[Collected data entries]
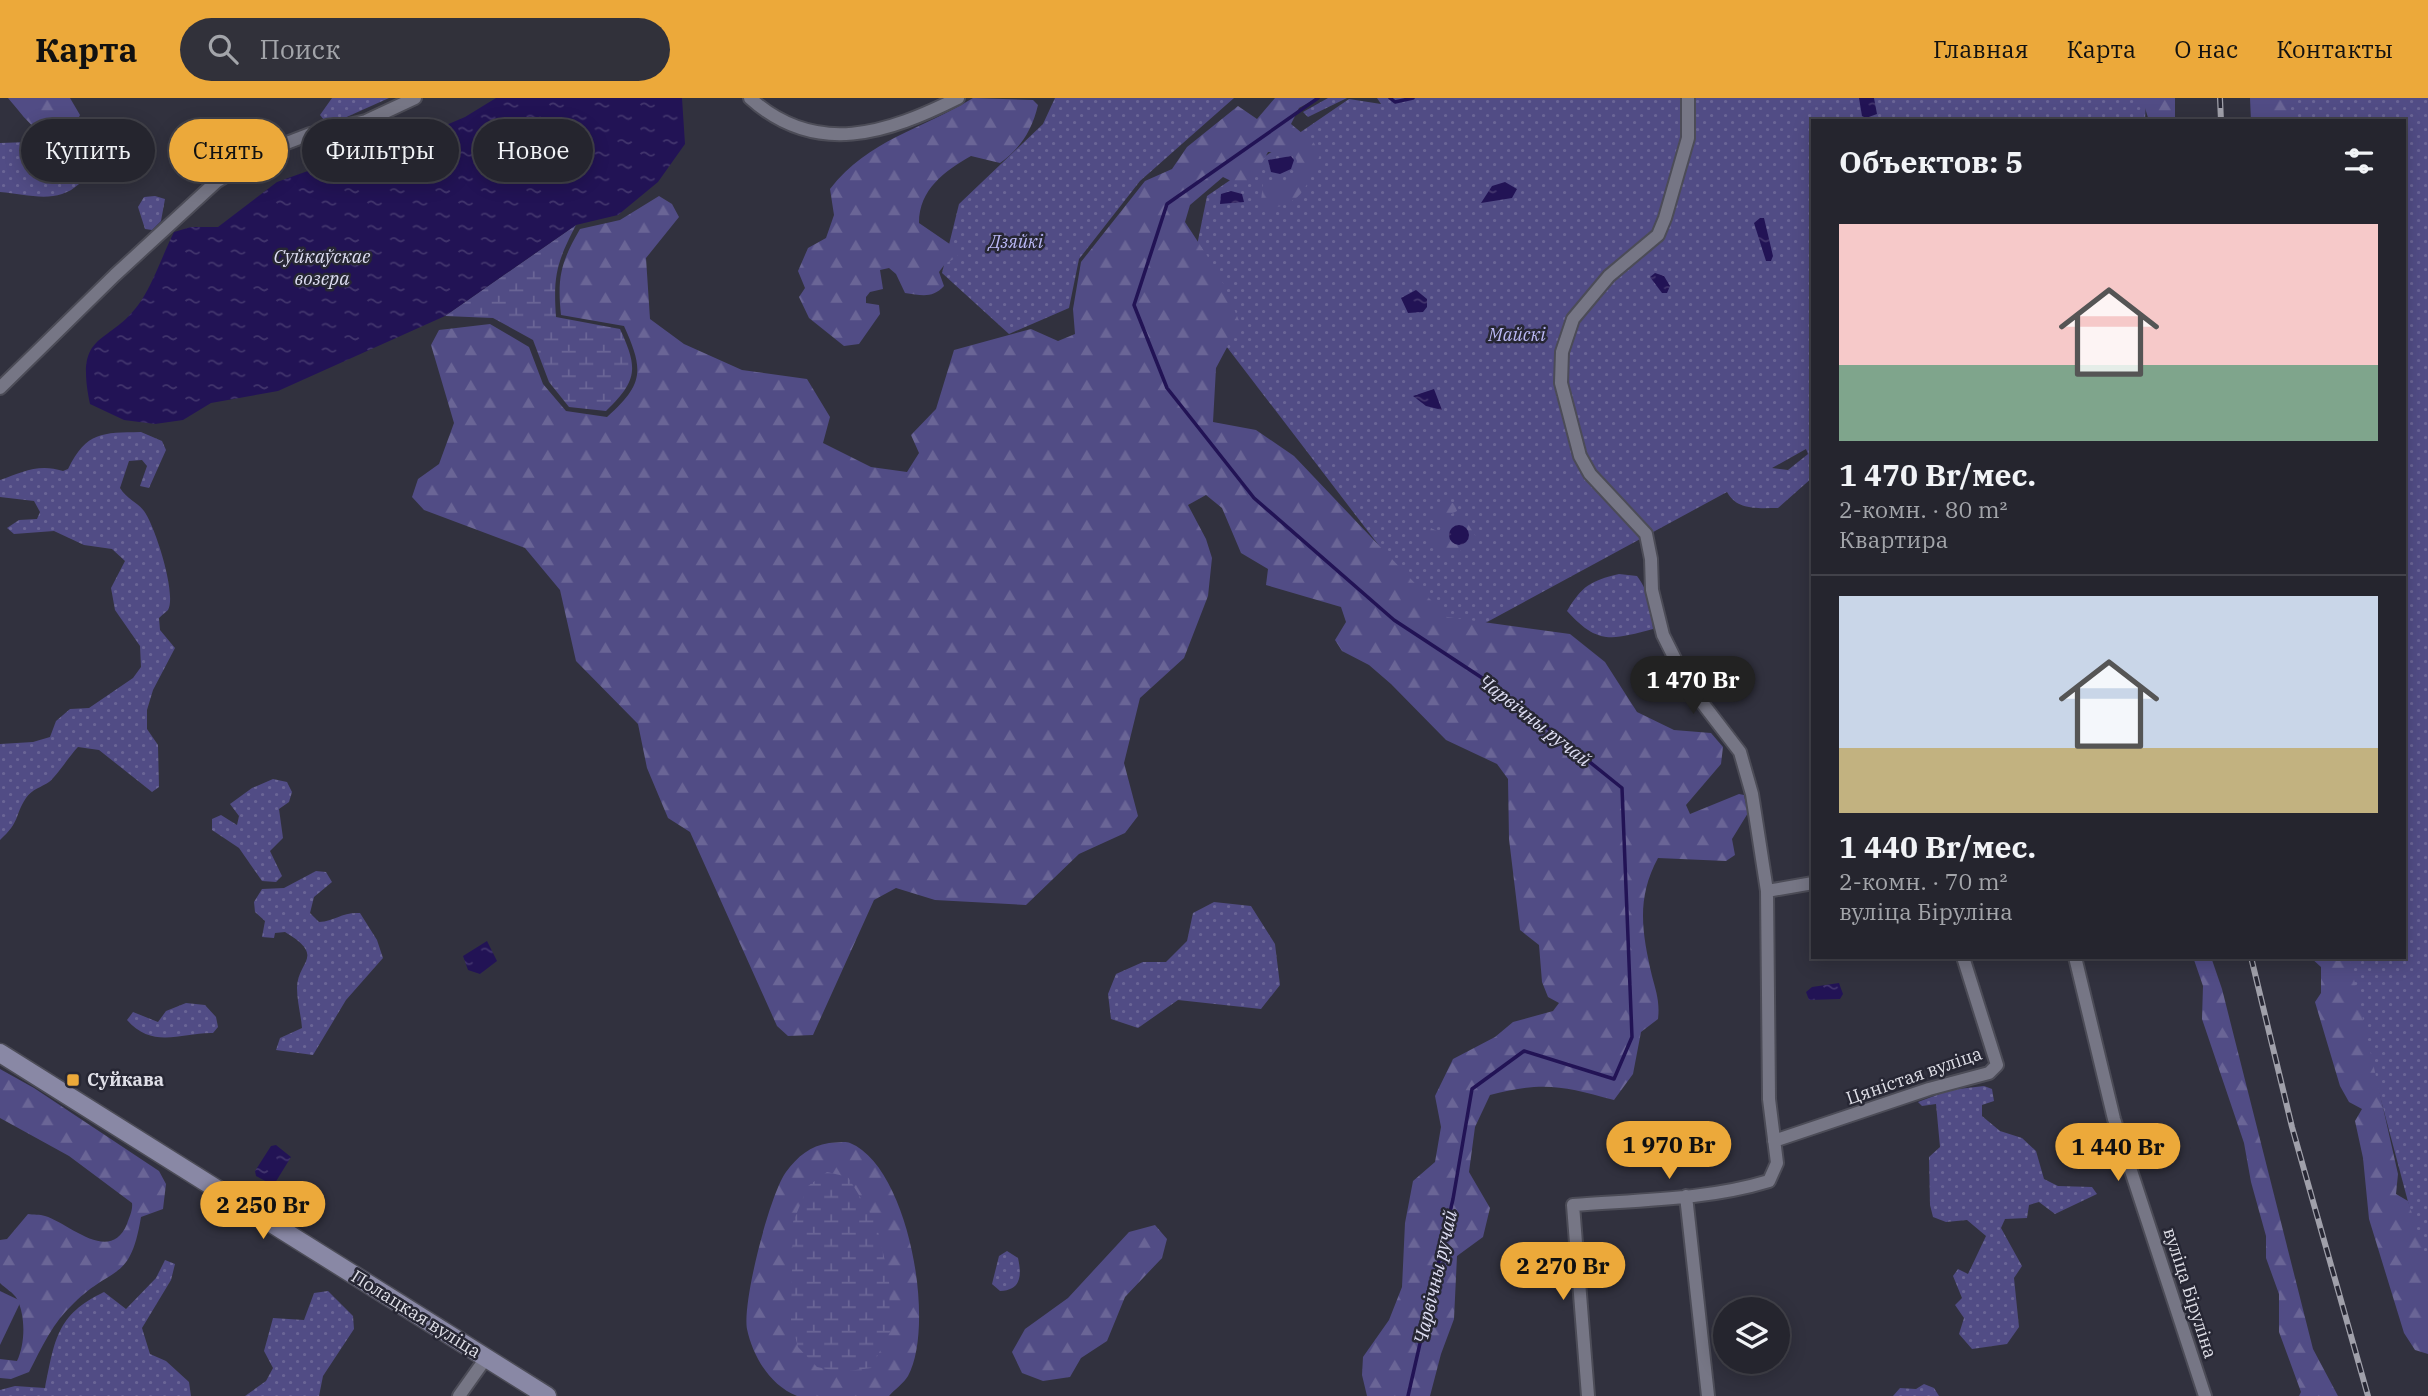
<!DOCTYPE html>
<html lang="ru">
<meta charset="utf-8">
<style>
body{margin:0;font-family:"IBM Plex Serif",serif;background:#31313a;color:#f1f3f6;height:100vh;display:flex;flex-direction:column;font-size:26px;white-space:nowrap}
*{box-sizing:border-box;margin:0}
p{font-size:23px;color:#a3a5aa}
.icon{flex:none;width:38px;height:38px;fill:none;stroke:currentColor;stroke-width:2;stroke-linecap:round;stroke-linejoin:round}
.map{position:relative;flex:1;overflow:hidden}
.side{position:absolute;left:1811px;top:21px;width:595px;height:840px;display:flex;flex-direction:column;background:#25252e;border-radius:0px;box-shadow:0 4px 18px #0003,0 0 0 2px #42424a}
.side>*{flex:none}
.hud{position:absolute;left:21px;top:21px;width:665px;height:63px;display:flex;gap:14px}
.tools{position:absolute;left:1713px;top:1199px;display:grid;gap:14px}
.tools a{display:grid;place-items:center;width:77px;height:77px;border-radius:50%;background:#25252e;box-shadow:0 4px 18px #0003,0 0 0 2px #42424a;font-size:35px}
.price{position:absolute;translate:-50% -60px;padding:0 16px;border-radius:24px;background:#eca93a;color:#111;font-size:23px;line-height:46px;filter:drop-shadow(0 2px 4px #0008)}
.price::after{content:'';position:absolute;left:50%;top:42px;width:21px;height:16px;margin-left:-10px;background:inherit;clip-path:polygon(0 0,100% 0,50% 100%)}
.price.selected{background:#222;color:#fff}
ul{padding:0;list-style:none}
li{display:grid;align-content:center;gap:14px;height:371px;padding:0 28px}
li+li{border-top:2px solid #42424a}
li span{display:grid;place-items:center;height:217px;border-radius:0px;color:#555}
li>.icon{margin-inline-start:auto}
span .icon{width:126px;height:126px;fill:#fffc;stroke-width:1}
li b{font-size:30px}
h2{display:flex;justify-content:space-between;align-items:center;height:84px;padding:0 28px;font-size:30px}
.chip{padding:0 24px;border-radius:32px;background:#25252e;box-shadow:0 4px 18px #0003,0 0 0 2px #42424a;font-size:24px;line-height:63px}
.chip.selected{background:#eca93a;color:#111}
header{display:flex;align-items:center;gap:42px;box-sizing:border-box;height:98px;padding:0 35px;background:#eca93a;color:#111}
header strong{font-size:33px}
nav{display:flex;gap:38px;margin-inline-start:auto;font-size:24px}
.search{width:490px;height:63px;background:#31313a;display:flex;align-items:center;gap:18px;box-sizing:border-box;padding:0 24px;border-radius:38px;color:#a3a5aa;font-size:26px}
.map>svg:first-child{display:block}
.grass{fill:url(#grass-dots);fill-rule:evenodd}
.forest{fill:url(#forest-firs)}
.wetland{fill:url(#wetland-marsh)}
.park{fill:#514c85}
.water{fill:url(#water-ripples)}
.lines{fill:none;stroke-linecap:round;stroke-linejoin:round}
.stream{stroke:#221355;stroke-width:3.5}
.street-casing{stroke:#4c4c57;stroke-width:16}
.secondary-casing{stroke:#4c4c57;stroke-width:21}
.street{stroke:#767685;stroke-width:12}
.secondary{stroke:#8988a5;stroke-width:18}
.rail-casing{stroke:#a0a0aa;stroke-width:6}
.rail{stroke:#272734;stroke-width:3.5;stroke-dasharray:10;stroke-linecap:butt}
.poi-dot{fill:#eca93a;stroke:#272734;stroke-width:2.5}
.labels{text-anchor:middle;stroke-width:5;stroke-linejoin:round;paint-order:stroke}
.park-label{font-size:18px;font-style:italic;fill:#bbb9f6;stroke:#272734}
.street-label{font-size:18px;fill:#dfdfe7;stroke:#272734}
.poi-label{font-size:18px;font-weight:bold;fill:#dfdfe7;stroke:#272734;text-anchor:start}
.water-label{font-size:19px;font-style:italic;fill:#ddddf2;stroke:#272734}
</style>
<header>
<strong>Карта</strong>
<div class="search"><svg class="icon" aria-label="search" viewBox="0 0 24 24"><circle cx="10" cy="10" r="6"/><path d="M15 15l6 6"/></svg>Поиск</div>
<nav><a>Главная</a><a>Карта</a><a>О нас</a><a>Контакты</a></nav>
</header>
<div class="map">
<svg width="2428" height="1298" viewBox="0 0 2428 1298">
<defs>
<pattern id="grass-dots" width="8" height="8" patternUnits="userSpaceOnUse" patternTransform="scale(1.75)"><rect width="8" height="8" fill="#514c85"/><path d="M2 2h.1M6 6h.1" fill="none" stroke="#6a6596" stroke-width="1.8" stroke-linecap="round"/></pattern>
<pattern id="forest-firs" width="22" height="20" patternUnits="userSpaceOnUse" patternTransform="scale(1.75)"><rect width="22" height="20" fill="#514c85"/><path d="M5 1l3.5 6h-7zM16 11l3.5 6h-7z" fill="#6a6596"/></pattern>
<pattern id="wetland-marsh" width="20" height="14" patternUnits="userSpaceOnUse" patternTransform="scale(1.75)"><rect width="20" height="14" fill="#514c85"/><path d="M1 5h8M5 5V1M11 12h8M15 12V8" fill="none" stroke="#6a6596"/></pattern>
<pattern id="water-ripples" width="26" height="14" patternUnits="userSpaceOnUse" patternTransform="scale(1.75)"><rect width="26" height="14" fill="#221355"/><path d="M2 4q2-2 4 0t4 0M15 11q2-2 4 0t4 0" fill="none" stroke="#42356d"/></pattern>
</defs>
<rect width="100%" height="100%" fill="#31313e"/>
<path class="grass" d="M332,0h57l-49,22h-16l-4,-5z
M1055,0h179l-94,83 -61,78 -10,49 -60,26 -67,-61 17,-69 84,-80z
M1328,0h19l-39,19 -5,-5z
M1377,0h769l-1,23h-332v356l-35,31c-19,0 -41,3 -51,-16l-275,149 -265,-346 20,-99 142,-97 32,5zM1806,351l2,5 -20,16 -16,-2z
M2282,0h146v1179l-85,-320h61v-836h-122z
M29,44l12,8 8,13 22,-1 8,8v14c-23,21 -51,10 -79,8v-49z
M155,98l10,3 -4,22 -9,9 -7,-1 -7,-22 6,-10z
M141,334l21,9 4,9 -17,38 -9,-2 7,-20 -5,-6 -13,1 -9,27c7,11 17,14 24,23 11,15 33,83 24,99 -1,1 -8,7 -9,8l1,12 15,18 -22,42 -6,20v19l11,16 1,42 -7,5 -53,-42 -21,-3c-8,8 -22,30 -29,35 -7,5 -17,7 -23,16 -12,18 -5,23 -26,42v-96l33,-2 17,-5 6,-16 14,-12 19,-1 44,-30 8,-11 -1,-21 -25,-36 -4,-22 14,-27 -13,-12 -28,-4 -30,-14 -40,3 -7,-6 12,-8 18,-1 3,-7 -6,-11 -34,-4v-17c22,-8 39,-17 63,-9l5,-2c19,-38 34,-36 73,-37z
M1619,476l18,2c13,18 15,32 16,53 -42,11 -55,16 -86,-18 15,-25 23,-30 52,-37z
M273,681l14,3 5,10 -3,10 -10,7 4,29 -13,13 12,25 -6,6 -14,-1 -23,-33 -27,-18v-11l9,-4 16,10 2,-9 -9,-12 22,-16z
M316,773l10,1 6,10 -18,15 -4,16 9,9c16,-1 23,-10 41,-9l17,27 6,18 -37,42 -33,55 -37,-5 4,-12 22,-10c-1,-13 -5,-27 -5,-40 0,-27 30,-31 -12,-56l-10,1 -1,5 -12,-1 3,-16 -10,-9 -1,-10 8,-13 22,-1z
M1214,804l37,4 24,38 5,41 -19,24 -83,-9 -40,28 -27,-9 -3,-25 8,-20 27,-12h23l21,-21 6,-28z
M186,905l19,2 11,12 2,10 -5,6c-30,-1 -60,17 -86,-13l6,-8 25,10 8,-11z
M1984,988l8,3 2,12 -12,4v11l18,15 22,7 14,13 8,28 14,7 34,1 5,7 -42,20 -16,-12 -10,3 -2,13 -22,1 -4,9 21,38 -8,12 5,49 -12,17 -35,5 -13,-15 5,-16 -9,-13 7,-7 -9,-22 5,-7 10,5 18,-38 -19,-16 -21,2 -13,-5 -3,-12 -1,-48 11,-10 -4,-43 -14,2 -4,-4 32,-12z
M1007,1153l11,7c4,18 3,32 -18,33l-8,-7 7,-28z
M165,1162l10,4 -4,16 -29,48 8,26 16,7 23,21 2,14h-191v-6l15,-4 30,2c10,-48 11,-73 59,-96l22,17 30,-31z
M328,1193l25,25 1,13 -31,47 -4,20h-74l21,-15 7,-13 -9,-17 9,-33 31,2 10,-27z
M1924,1286l10,4 5,8h-46l7,-8 16,1z"/>
<path class="forest" d="M8,0h62l10,17 -13,26c-29,-2 -41,-22 -59,-43z
M973,0l60,2 5,5c-6,25 -17,43 -38,58l-29,-7c-26,15 -52,33 -52,67l38,26v8l-12,7 -6,8 5,14c-12,13 -23,9 -39,7l-9,-19 -7,-6 -9,2 3,19 -13,3 -4,5v6l13,2 1,9 -21,30 -15,2 -35,-28 -10,-21 6,-9 -7,-17 10,-23 18,-10 8,-23 -4,-26c39,-50 91,-59 143,-91z
M1275,0h42l-18,10 -8,16 23,19 6,12c-13,30 -16,48 -51,54l-8,-8 2,-18h17l14,-8 3,-14 -4,-9h-25l-12,22 -15,12 -18,-9 -33,28 -5,17 34,52 21,49 -24,45 -3,54 43,8 38,26 153,161 123,17 35,28 32,50 37,18 37,3 12,14 -2,17 -35,41 4,9 49,-20 5,1 4,18 -16,26 3,16 -9,6 -68,-3c-22,41 -16,74 -6,118 4,15 8,26 6,43l-17,13 -8,42 -19,26c-51,-14 -71,-19 -124,-5l-15,32 -6,45 21,36 -7,29 -26,19 -3,63 -13,35 -11,42h-63l-5,-21 1,-18 26,-37 13,-33 3,-64 8,-42 22,-19 6,-35 -6,-31 18,-37 42,-22 18,-15 40,-11 6,-8 -11,-6 -6,-15 -3,-37 -19,-15 -11,-91 -1,-60 -11,-15 -51,-24 -55,-56 -22,-19 -27,-14 -7,-11 11,-18 -5,-15 -75,-22 2,-16 -27,-16 -19,-45 -16,-13 -18,10 18,34 6,19 -4,38 -24,62 -44,40 -16,65 14,53 -13,17 -46,21 -53,51 -91,-5 -39,-12 -22,12 -61,135 -25,1 -11,-10 -87,-194 -22,-14 -21,-50 -9,-44 -62,-63 -16,-71 -35,-42 -101,-38 -12,-13 6,-18 21,-15 15,-41 -23,-78 8,-15 51,-6 39,23 14,37 23,27 41,6c37,-33 37,-47 17,-91l-63,-11c-4,-38 0,-53 19,-86l40,-9 39,-24 13,8 7,13 -33,41 4,61 34,25 58,26 65,9 23,38 -7,26 48,24 36,5 12,-19 -8,-18 25,-26 18,-59 77,-21 27,12 17,-7 -2,-25 8,-47 64,-81 27,-12 15,-22 51,-41 19,13z
M2142,0h33v23h-26z
M2250,0h41v23h-40z
M1450,405h5l2,8 -10,5v3h18l11,18 -2,9 -31,11 -5,-2 -9,-20 2,-7 10,5 2,-7 -14,-10 2,-5z
M2193,859h18l11,32 91,360 25,47h-39l2,-4 -22,-60v-38l-13,-36v-22l-15,-54 -7,-39 -42,-124 1,-33z
M2310,859h39l49,217 -2,20 12,7 20,63v90l-13,-4 -11,-17 -35,-114 -6,-61 -8,-37 7,-12 -13,-7 -9,-16 -25,-84 6,-9v-26z
M0,971l34,19 125,83 7,13 -3,25 -22,8c-11,66 -27,47 -67,86 -21,19 -32,44 -45,69l-18,7 -11,-1v-19l17,2c8,-17 9,-44 0,-62 -3,-6 -12,-11 -17,-16v-43l7,-1 21,-25c5,1 12,0 17,2 24,7 65,49 82,8 2,-7 6,-13 5,-21l-63,-47 -69,-38z
M829,1045c6,0 16,-2 21,0 59,24 86,182 58,233 -4,7 -14,14 -19,20h-92c-27,-11 -44,-39 -50,-67 -5,-27 23,-135 39,-157 12,-16 24,-26 43,-29z
M1155,1127l12,14 -5,19 -37,39 -18,44 -26,17 -11,19 -27,4 -21,-8 -10,-21 13,-23 43,-31 61,-66z"/>
<path class="wetland" d="M576,127c-19,37 -23,50 -20,92l64,12c18,39 18,51 -14,82l-37,-4 -20,-25 -16,-42 -40,-22 -48,-2z
M827,1074l21,5 28,46 13,55 1,54 -19,36 -30,4 -24,-5 -19,-20 -7,-26 2,-99 15,-36z"/>
<path class="park" d="M0,1193l21,10 -21,44z"/>
<path class="water" d="M496,0h186l3,46 -27,38 -40,33 -42,10 -131,91 -167,75 -67,12 -28,17 -28,4 -31,-4 -34,-16c-16,-76 19,-56 51,-103 13,-20 22,-47 33,-69l17,-5h27l59,-45 42,-15 59,-13 87,-37z
M1859,0h15l3,16 -11,4 -4,-2z
M1291,58l3,4 -3,9 -11,5 -9,-2 -3,-12z
M1505,84l12,7 -5,9 -31,5 11,-17z
M1231,93l11,3 2,8 -24,2 1,-10z
M1760,120h4l9,38 -2,5h-5l-12,-38z
M1655,175l9,3 6,10 -3,7h-5l-12,-16z
M1416,192l11,9v8l-4,5 -15,1 -7,-15z
M1434,291l8,21 -16,-4 -13,-10z
M1449 437a10 10 0 1 1 20 0a10 10 0 1 1-20 0Z
M487,843l10,20 -17,13 -12,-4 -5,-14z
M1839,885l4,11 -3,5 -31,1 -3,-8 6,-5z
M276,1047l15,12 -16,26h-6l-13,-7 -1,-5 16,-25z"/>
<g class="lines">
<path class="stream" d="M1318,0l-151,106 -33,101 33,83 87,110 140,122 105,69 123,99 10,249 -18,42 -90,-28 -52,38 -19,110 -45,197
M1390,0l5,4 18,-4"/>
<defs>
<path id="street" d="M750,0c66,60 138,35 208,0
M0,290l115,-113 101,-93 50,-31 44,-17 56,-13 49,-23
M1767,793l46,-8
M2075,859l39,162 91,277
M1774,1043l155,-52 60,-16 8,-8 -34,-108
M1686,1098l22,200
M459,1298l27,-38
M1588,1298l-15,-191c65,-5 134,-5 196,-24l8,-18 -8,-64 -2,-208 -15,-97 -12,-42 -53,-69 -24,-48 -11,-45 -1,-31 -5,-25 -56,-60 -10,-18 -19,-73 1,-31 11,-33 36,-43 49,-41 7,-17 23,-80v-40"/>
<path id="secondary" d="M0,955l547,343"/>
</defs>
<use href="#street" class="street-casing"/>
<use href="#secondary" class="secondary-casing"/>
<use href="#street" class="street"/>
<use href="#secondary" class="secondary"/>
<defs>
<path id="rail" d="M2220,0l1,23
M2251,859l41,170 76,269"/>
</defs>
<use href="#rail" class="rail-casing"/>
<use href="#rail" class="rail"/>
</g>
<rect class="poi-dot" x="66" y="975" width="14" height="14" rx="3.5"/>
<g class="labels">
<g class="park-label">
<text x="1016" y="150">Дзяйкі</text>
<text x="1517" y="243">Майскі</text>
</g>
<g class="street-label">
<text transform="translate(1914 978) rotate(-19)" y="6">Цяністая вуліца</text>
<text transform="translate(2190 1195) rotate(72)" y="6">вуліца Біруліна</text>
<text transform="translate(416 1216) rotate(32)" y="6">Полацкая вуліца</text>
</g>
<g class="poi-label">
<text x="87" y="988">Суйкава</text>
</g>
<g class="water-label">
<text x="322" y="165">Суйкаўскае<tspan x="322" dy="22">возера</tspan></text>
<text transform="translate(1535 622) rotate(38)" y="7">Чарвічны ручай</text>
<text transform="translate(1435 1179) rotate(-77)" y="7">Чарвічны ручай</text>
</g>
</g>
</svg>
<div class="tools">
<a><svg class="icon" aria-label="layers" viewBox="0 0 24 24"><path d="M12 4l9 5-9 5-9-5zM3 14l9 5 9-5"/></svg></a>
</div>
<b class="price selected" style="left:1693px;top:618px">1 470 Br</b>
<b class="price" style="left:1669px;top:1083px">1 970 Br</b>
<b class="price" style="left:2118px;top:1085px">1 440 Br</b>
<b class="price" style="left:263px;top:1143px">2 250 Br</b>
<b class="price" style="left:1563px;top:1204px">2 270 Br</b>
<div class="hud">
<a class="chip">Купить</a>
<a class="chip selected">Снять</a>
<a class="chip">Фильтры</a>
<a class="chip">Новое</a>
</div>
<section class="side">
<h2>Объектов: 5<svg class="icon" aria-label="filters" viewBox="0 0 24 24"><path d="M4 7h16M4 17h16"/><circle cx="9" cy="7" r="2"/><circle cx="15" cy="17" r="2"/></svg></h2>
<ul>
<li><span style="background:linear-gradient(#f6c9c9 65%,#7fa58c 0)"><svg class="icon" aria-label="home" viewBox="0 0 24 24"><path d="M3 11l9-7 9 7M6 9v11h12V9"/></svg></span><div><b>1 470 Br/мес.</b><p>2-комн. · 80 m²</p><p>Квартира</p></div></li>
<li><span style="background:linear-gradient(#c9d6e8 70%,#c2b280 0)"><svg class="icon" aria-label="home" viewBox="0 0 24 24"><path d="M3 11l9-7 9 7M6 9v11h12V9"/></svg></span><div><b>1 440 Br/мес.</b><p>2-комн. · 70 m²</p><p>вуліца Біруліна</p></div></li>
</ul>
</section>
</div>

Work task ::
Starting with the line that holds "M1839,885l4,11 -3,5 -31,1 -3,-8 6,-5z" and ending with the line that holds "M459,1298l27,-38", retype every line in the data above exactly, and nothing else.

Answer to this exercise ::
M1839,885l4,11 -3,5 -31,1 -3,-8 6,-5z
M276,1047l15,12 -16,26h-6l-13,-7 -1,-5 16,-25z"/>
<g class="lines">
<path class="stream" d="M1318,0l-151,106 -33,101 33,83 87,110 140,122 105,69 123,99 10,249 -18,42 -90,-28 -52,38 -19,110 -45,197
M1390,0l5,4 18,-4"/>
<defs>
<path id="street" d="M750,0c66,60 138,35 208,0
M0,290l115,-113 101,-93 50,-31 44,-17 56,-13 49,-23
M1767,793l46,-8
M2075,859l39,162 91,277
M1774,1043l155,-52 60,-16 8,-8 -34,-108
M1686,1098l22,200
M459,1298l27,-38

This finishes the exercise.